START PROVIDED RECORDS

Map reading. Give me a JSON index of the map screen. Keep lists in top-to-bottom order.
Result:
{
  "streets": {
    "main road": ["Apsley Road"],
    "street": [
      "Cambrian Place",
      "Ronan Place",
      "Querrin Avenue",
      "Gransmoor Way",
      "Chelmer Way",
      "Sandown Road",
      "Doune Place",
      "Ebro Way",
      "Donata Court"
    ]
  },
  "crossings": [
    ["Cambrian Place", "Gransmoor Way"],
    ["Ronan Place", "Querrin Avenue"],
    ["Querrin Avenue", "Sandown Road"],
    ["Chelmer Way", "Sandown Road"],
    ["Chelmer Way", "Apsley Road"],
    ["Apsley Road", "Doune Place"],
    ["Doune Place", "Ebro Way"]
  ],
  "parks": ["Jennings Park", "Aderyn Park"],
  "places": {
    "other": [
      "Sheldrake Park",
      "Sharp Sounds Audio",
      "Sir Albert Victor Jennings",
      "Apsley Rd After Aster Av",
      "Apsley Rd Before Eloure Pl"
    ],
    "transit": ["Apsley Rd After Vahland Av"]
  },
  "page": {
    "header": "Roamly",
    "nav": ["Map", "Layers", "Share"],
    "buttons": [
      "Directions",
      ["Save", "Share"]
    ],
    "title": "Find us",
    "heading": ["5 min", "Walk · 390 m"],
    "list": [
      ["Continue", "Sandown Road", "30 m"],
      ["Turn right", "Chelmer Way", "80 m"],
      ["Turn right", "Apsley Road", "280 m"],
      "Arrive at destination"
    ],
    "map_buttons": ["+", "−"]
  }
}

END PROVIDED RECORDS

Would you set down the full listing exactly as it reads?

# RESPONSE
Map reading. Give me a JSON index of the map screen. Keep lists in top-to-bottom order.
Result:
{
  "streets": {
    "main road": ["Apsley Road"],
    "street": [
      "Cambrian Place",
      "Ronan Place",
      "Querrin Avenue",
      "Gransmoor Way",
      "Chelmer Way",
      "Sandown Road",
      "Doune Place",
      "Ebro Way",
      "Donata Court"
    ]
  },
  "crossings": [
    ["Cambrian Place", "Gransmoor Way"],
    ["Ronan Place", "Querrin Avenue"],
    ["Querrin Avenue", "Sandown Road"],
    ["Chelmer Way", "Sandown Road"],
    ["Chelmer Way", "Apsley Road"],
    ["Apsley Road", "Doune Place"],
    ["Doune Place", "Ebro Way"]
  ],
  "parks": ["Jennings Park", "Aderyn Park"],
  "places": {
    "other": [
      "Sheldrake Park",
      "Sharp Sounds Audio",
      "Sir Albert Victor Jennings",
      "Apsley Rd After Aster Av",
      "Apsley Rd Before Eloure Pl"
    ],
    "transit": ["Apsley Rd After Vahland Av"]
  },
  "page": {
    "header": "Roamly",
    "nav": ["Map", "Layers", "Share"],
    "buttons": [
      "Directions",
      ["Save", "Share"]
    ],
    "title": "Find us",
    "heading": ["5 min", "Walk · 390 m"],
    "list": [
      ["Continue", "Sandown Road", "30 m"],
      ["Turn right", "Chelmer Way", "80 m"],
      ["Turn right", "Apsley Road", "280 m"],
      "Arrive at destination"
    ],
    "map_buttons": ["+", "−"]
  }
}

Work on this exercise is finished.